Pandas version checks
-
[X] I have checked that this issue has not already been reported.
-
[X] I have confirmed this bug exists on the latest version of pandas.
-
[ ] I have confirmed this bug exists on the main branch of pandas.
Reproducible Example
import pandas as pd
pd.DataFrame.from_records([]) # Empty dataframe
pd.DataFrame.from_records([], index="foo") # Raises a KeyError("foo")
Issue Description
Building a dataframe from records using an empty iterable for data
and a string for index
raises a KeyError
exception instead of returning a empty dataframe with a named index.
Here is the stack trace:
Traceback (most recent call last):
File "/usr/lib/python3.10/site-packages/pandas/core/indexes/base.py", line 3361, in get_loc
return self._engine.get_loc(casted_key)
File "pandas/_libs/index.pyx", line 76, in pandas._libs.index.IndexEngine.get_loc
File "pandas/_libs/index.pyx", line 108, in pandas._libs.index.IndexEngine.get_loc
File "pandas/_libs/hashtable_class_helper.pxi", line 5198, in pandas._libs.hashtable.PyObjectHashTable.get_item
File "pandas/_libs/hashtable_class_helper.pxi", line 5206, in pandas._libs.hashtable.PyObjectHashTable.get_item
KeyError: 'foo'
The above exception was the direct cause of the following exception:
Traceback (most recent call last):
File "<stdin>", line 1, in <module>
File "/usr/lib/python3.10/site-packages/pandas/core/frame.py", line 2097, in from_records
i = columns.get_loc(index)
File "/usr/lib/python3.10/site-packages/pandas/core/indexes/base.py", line 3363, in get_loc
raise KeyError(key) from err
KeyError: 'foo'
Expected Behavior
I would expect .from_records()
not to raise and instead return an empty dataframe with a named index.
Put into code:
import pandas as pd
def test_empty_dataframe_from_records():
expected = pd.DataFrame()
actual = pd.DataFrame.from_records([])
pd.testing.assert_frame_equal(actual, expected)
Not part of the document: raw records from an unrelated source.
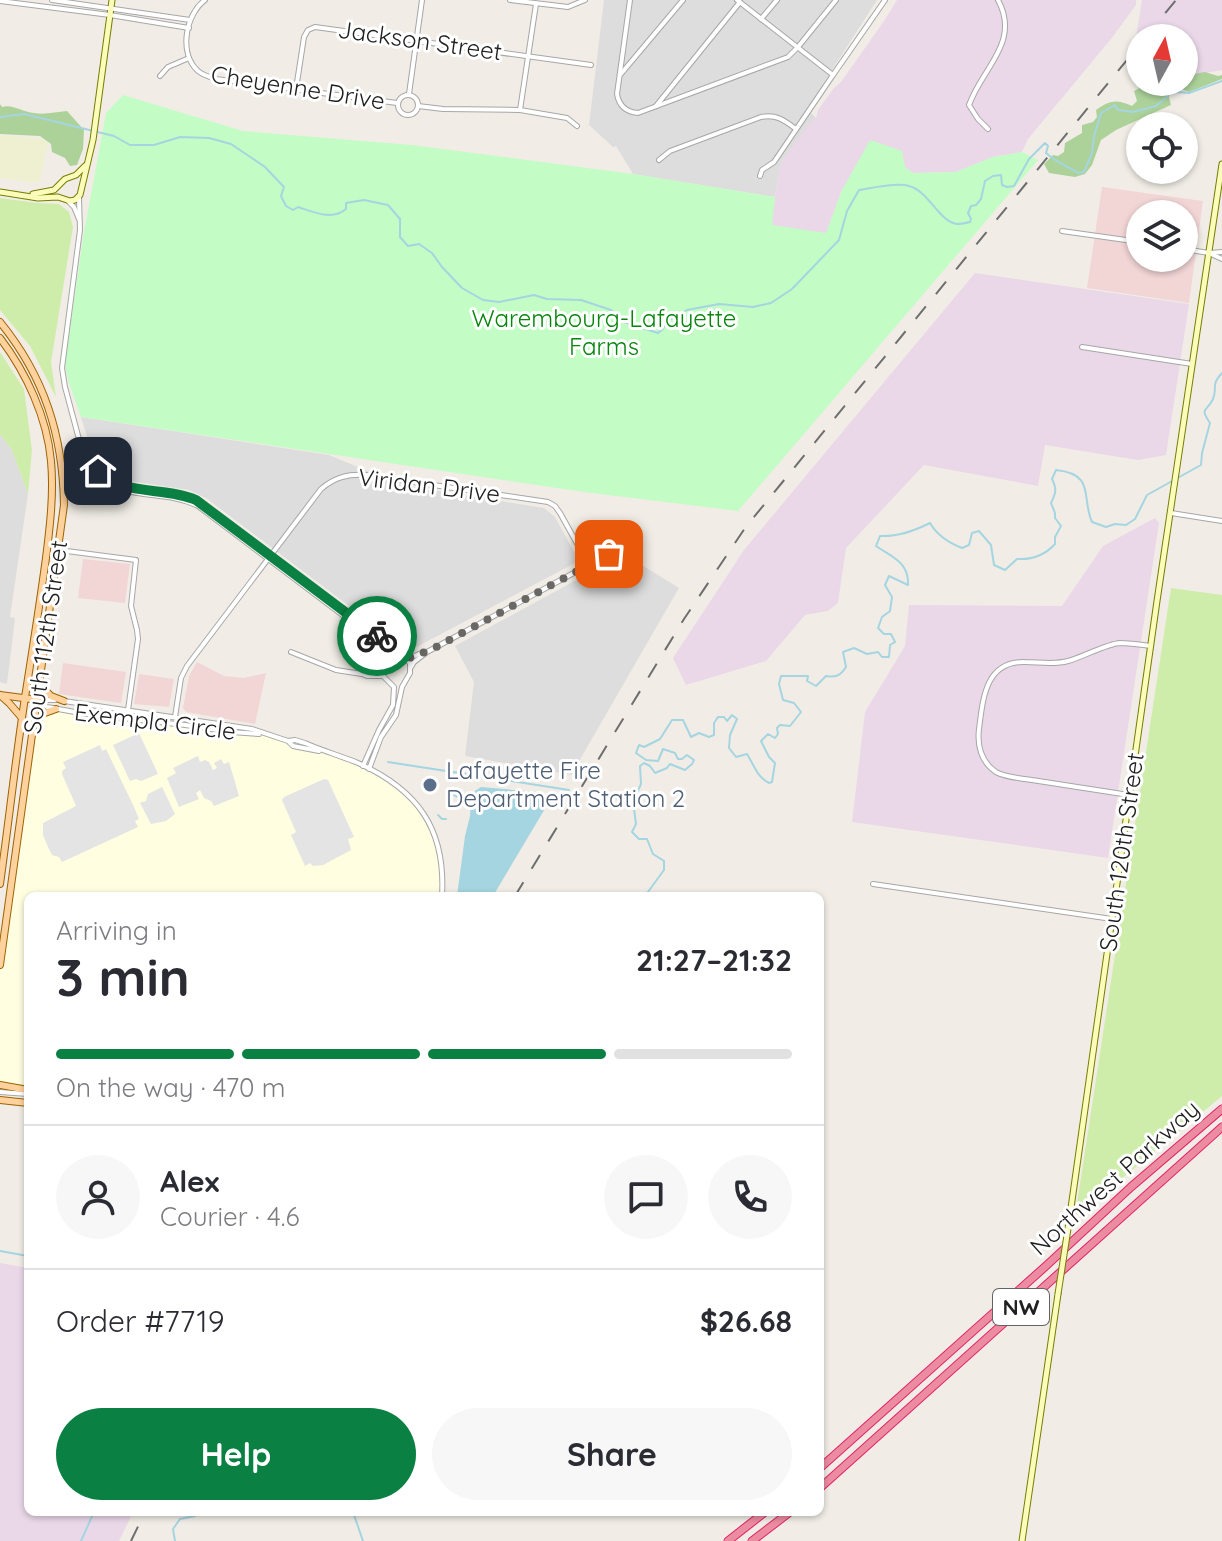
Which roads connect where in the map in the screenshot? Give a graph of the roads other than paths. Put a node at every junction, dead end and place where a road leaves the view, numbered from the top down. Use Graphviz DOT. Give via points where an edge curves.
graph roads {
  1 [pos="52,0"];
  2 [pos="205,0"];
  3 [pos="422,0"];
  4 [pos="510,0"];
  5 [pos="585,0"];
  6 [pos="630,0"];
  7 [pos="683,0"];
  8 [pos="777,0"];
  9 [pos="836,0"];
  10 [pos="885,0"];
  11 [pos="998,0"];
  12 [pos="0,1"];
  13 [pos="739,1"];
  14 [pos="196,3"];
  15 [pos="536,4"];
  16 [pos="111,7"];
  17 [pos="761,19"];
  18 [pos="190,20"];
  19 [pos="189,28"];
  20 [pos="417,41"];
  21 [pos="798,47"];
  22 [pos="528,56"];
  23 [pos="189,58"];
  24 [pos="591,65"];
  25 [pos="833,75"];
  26 [pos="160,76"];
  27 [pos="619,76"];
  28 [pos="296,89"];
  29 [pos="409,94"];
  30 [pos="397,103"];
  31 [pos="418,106"];
  32 [pos="655,107"];
  33 [pos="520,110"];
  34 [pos="577,126"];
  35 [pos="796,129"];
  36 [pos="988,129"];
  37 [pos="659,160"];
  38 [pos="1222,164"];
  39 [pos="86,165"];
  40 [pos="760,176"];
  41 [pos="72,178"];
  42 [pos="59,187"];
  43 [pos="81,187"];
  44 [pos="0,192"];
  45 [pos="80,195"];
  46 [pos="24,196"];
  47 [pos="65,199"];
  48 [pos="79,219"];
  49 [pos="1062,231"];
  50 [pos="1126,240"];
  51 [pos="1198,251"];
  52 [pos="1222,252"];
  53 [pos="1209,253"];
  54 [pos="1222,259"];
  55 [pos="0,322"];
  56 [pos="0,338"];
  57 [pos="1082,347"];
  58 [pos="1192,364"];
  59 [pos="1171,513"];
  60 [pos="1222,521"];
  61 [pos="59,550"];
  62 [pos="609,554"];
  63 [pos="269,557"];
  64 [pos="589,565"];
  65 [pos="1151,646"];
  66 [pos="291,652"];
  67 [pos="427,652"];
  68 [pos="393,654"];
  69 [pos="385,659"];
  70 [pos="407,659"];
  71 [pos="382,665"];
  72 [pos="411,668"];
  73 [pos="362,674"];
  74 [pos="383,676"];
  75 [pos="405,681"];
  76 [pos="391,683"];
  77 [pos="40,685"];
  78 [pos="0,695"];
  79 [pos="25,699"];
  80 [pos="38,700"];
  81 [pos="64,701"];
  82 [pos="56,709"];
  83 [pos="128,710"];
  84 [pos="175,717"];
  85 [pos="22,718"];
  86 [pos="34,728"];
  87 [pos="264,734"];
  88 [pos="366,767"];
  89 [pos="1130,795"];
  90 [pos="0,884"];
  91 [pos="873,884"];
  92 [pos="442,892"];
  93 [pos="1113,919"];
  94 [pos="0,965"];
  95 [pos="0,1085"];
  96 [pos="24,1091"];
  97 [pos="0,1092"];
  98 [pos="24,1092"];
  99 [pos="0,1100"];
  100 [pos="24,1103"];
  101 [pos="1222,1109"];
  102 [pos="1222,1127"];
  103 [pos="824,1464"];
  104 [pos="824,1484"];
  105 [pos="760,1516"];
  106 [pos="785,1516"];
  107 [pos="728,1541"];
  108 [pos="752,1541"];
  109 [pos="1022,1541"];
  1 -- 16 [label="street"];
  2 -- 14 [label="street"];
  3 -- 20 [label="street"];
  4 -- 15 [label="street"];
  5 -- 15 [label="street" via="568,7"];
  6 -- 27 [label="street"];
  7 -- 27 [label="street"];
  8 -- 17 [label="street"];
  9 -- 21 [label="street"];
  10 -- 25 [label="street"];
  11 -- 36 [label="street" via="1005,35 969,105"];
  12 -- 16 [label="street"];
  13 -- 17 [label="street"];
  13 -- 32 [label="street"];
  14 -- 18 [label="street"];
  15 -- 22 [label="street"];
  16 -- 18 [label="street"];
  16 -- 19 [label="street"];
  16 -- 39 [label="main road"];
  17 -- 21 [label="street"];
  18 -- 19 [label="street, Cheyenne Drive"];
  19 -- 23 [label="street, Cheyenne Drive"];
  20 -- 22 [label="street, Jackson Street"];
  20 -- 28 [label="street, Jackson Street" via="315,27 304,37"];
  20 -- 29 [label="street"];
  21 -- 25 [label="street"];
  21 -- 32 [label="street" via="788,57"];
  22 -- 24 [label="street, Jackson Street"];
  22 -- 33 [label="street"];
  23 -- 26 [label="street"];
  23 -- 28 [label="street, Cheyenne Drive" via="216,79"];
  25 -- 35 [label="street"];
  27 -- 32 [label="street" via="618,100 626,110 638,113"];
  28 -- 30 [label="street, Cheyenne Drive"];
  29 -- 30 [label="street"];
  29 -- 31 [label="street"];
  30 -- 31 [label="street" via="408,115"];
  31 -- 33 [label="street, Cheyenne Drive"];
  33 -- 34 [label="street, Cheyenne Drive" via="567,118"];
  35 -- 37 [label="street" via="780,118 761,117 670,151"];
  35 -- 40 [label="street"];
  38 -- 53 [label="main road, South 120th Street"];
  39 -- 41 [label="main road"];
  39 -- 43 [label="main road"];
  41 -- 42 [label="main road"];
  41 -- 43 [label="main road"];
  42 -- 46 [label="main road"];
  42 -- 47 [label="main road"];
  43 -- 45 [label="main road"];
  44 -- 46 [label="main road"];
  45 -- 47 [label="main road"];
  45 -- 48 [label="street"];
  46 -- 47 [label="main road"];
  47 -- 48 [label="street"];
  48 -- 63 [label="street" via="62,368 89,468 107,485 190,502"];
  49 -- 50 [label="street"];
  51 -- 53 [label="street"];
  52 -- 53 [label="street"];
  53 -- 54 [label="street"];
  53 -- 58 [label="main road, South 120th Street"];
  55 -- 61 [label="main road, South 112th Street" via="33,371 57,434 64,491"];
  56 -- 79 [label="main road, South 112th Street" via="35,399 51,459 51,517"];
  57 -- 58 [label="street"];
  58 -- 59 [label="main road, South 120th Street"];
  59 -- 60 [label="street"];
  59 -- 65 [label="main road, South 120th Street"];
  61 -- 77 [label="main road, South 112th Street"];
  61 -- 83 [label="street" via="136,560 131,606 138,639"];
  62 -- 64 [label="street"];
  63 -- 64 [label="street, Viridan Drive" via="321,489 352,474 548,502 558,509"];
  63 -- 68 [label="street" via="377,635"];
  63 -- 69 [label="street" via="373,638"];
  63 -- 84 [label="street, Viridan Drive" via="185,668"];
  64 -- 67 [label="street"];
  65 -- 89 [label="main road, South 120th Street"];
  65 -- 89 [label="street" via="1120,643 1066,662 1006,666 985,690 978,733 981,753 1001,774"];
  66 -- 73 [label="street"];
  67 -- 70 [label="street"];
  67 -- 72 [label="street"];
  68 -- 69 [label="street"];
  68 -- 70 [label="street"];
  69 -- 71 [label="street"];
  70 -- 72 [label="street"];
  71 -- 73 [label="street"];
  71 -- 74 [label="street"];
  72 -- 75 [label="street"];
  73 -- 74 [label="street"];
  74 -- 76 [label="street"];
  75 -- 76 [label="street"];
  75 -- 88 [label="street" via="396,715"];
  76 -- 88 [label="street" via="393,705"];
  77 -- 80 [label="main road, South 112th Street"];
  77 -- 81 [label="main road"];
  78 -- 79 [label="main road"];
  78 -- 85 [label="main road"];
  79 -- 80 [label="main road"];
  79 -- 85 [label="main road, South 112th Street"];
  80 -- 81 [label="street, Exempla Circle"];
  80 -- 82 [label="street, Exempla Circle"];
  80 -- 86 [label="main road, South 112th Street"];
  81 -- 83 [label="street, Exempla Circle"];
  82 -- 86 [label="main road" via="42,714"];
  82 -- 87 [label="street, Exempla Circle"];
  83 -- 84 [label="street, Exempla Circle"];
  84 -- 87 [label="street, Exempla Circle"];
  85 -- 90 [label="main road, South 112th Street"];
  86 -- 94 [label="main road, South 112th Street"];
  87 -- 88 [label="street, Exempla Circle"];
  88 -- 92 [label="street, Exempla Circle" via="398,786 426,815 441,857"];
  89 -- 93 [label="main road, South 120th Street"];
  91 -- 93 [label="street"];
  93 -- 109 [label="main road, South 120th Street, bridge"];
  95 -- 96 [label="main road"];
  97 -- 98 [label="street"];
  99 -- 100 [label="main road"];
  101 -- 103 [label="highway, Northwest Parkway / NW"];
  102 -- 104 [label="highway, Northwest Parkway / NW"];
  105 -- 107 [label="highway"];
  106 -- 108 [label="highway"];
}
def test_empty_dataframe_from_records_with_named_index():
expected = pd.DataFrame(index=pd.Index([], name="foo"))
actual = pd.DataFrame.from_records([], index="foo")
pd.testing.assert_frame_equal(actual, expected)
At the moment only the first test passes.
Installed Versions
INSTALLED VERSIONS ------------------ commit : 5f648bf1706dd75a9ca0d29f26eadfbb595fe52b python : 3.10.4.final.0 python-bits : 64 OS : Linux OS-release : 3.10.0-1160.66.1.el7.x86_64 Version : #1 SMP Wed May 18 16:02:34 UTC 2022 machine : x86_64 processor : byteorder : little LC_ALL : None LANG : None LOCALE : en_US.UTF-8 pandas : 1.3.2 numpy : 1.22.3 pytz : 2022.1 dateutil : 2.8.2 pip : None setuptools : None Cython : None pytest : None hypothesis : None sphinx : None blosc : None feather : None xlsxwriter : None lxml.etree : None html5lib : None pymysql : None psycopg2 : None jinja2 : None IPython : None pandas_datareader: None bs4 : None bottleneck : None fsspec : None fastparquet : None gcsfs : None matplotlib : None numexpr : None odfpy : None openpyxl : None pandas_gbq : None pyarrow : None pyxlsb : None s3fs : None scipy : None sqlalchemy : None tables : None tabulate : None xarray : None xlrd : None xlwt : None numba : None
Comment From: ypsah
Relates to https://github.com/pandas-dev/pandas/issues/2633#issuecomment-567512115.
Comment From: phofl
Hi, thanks for your report.
Not sure if this qualifies as a bug, this looks to me as it behaves as documented.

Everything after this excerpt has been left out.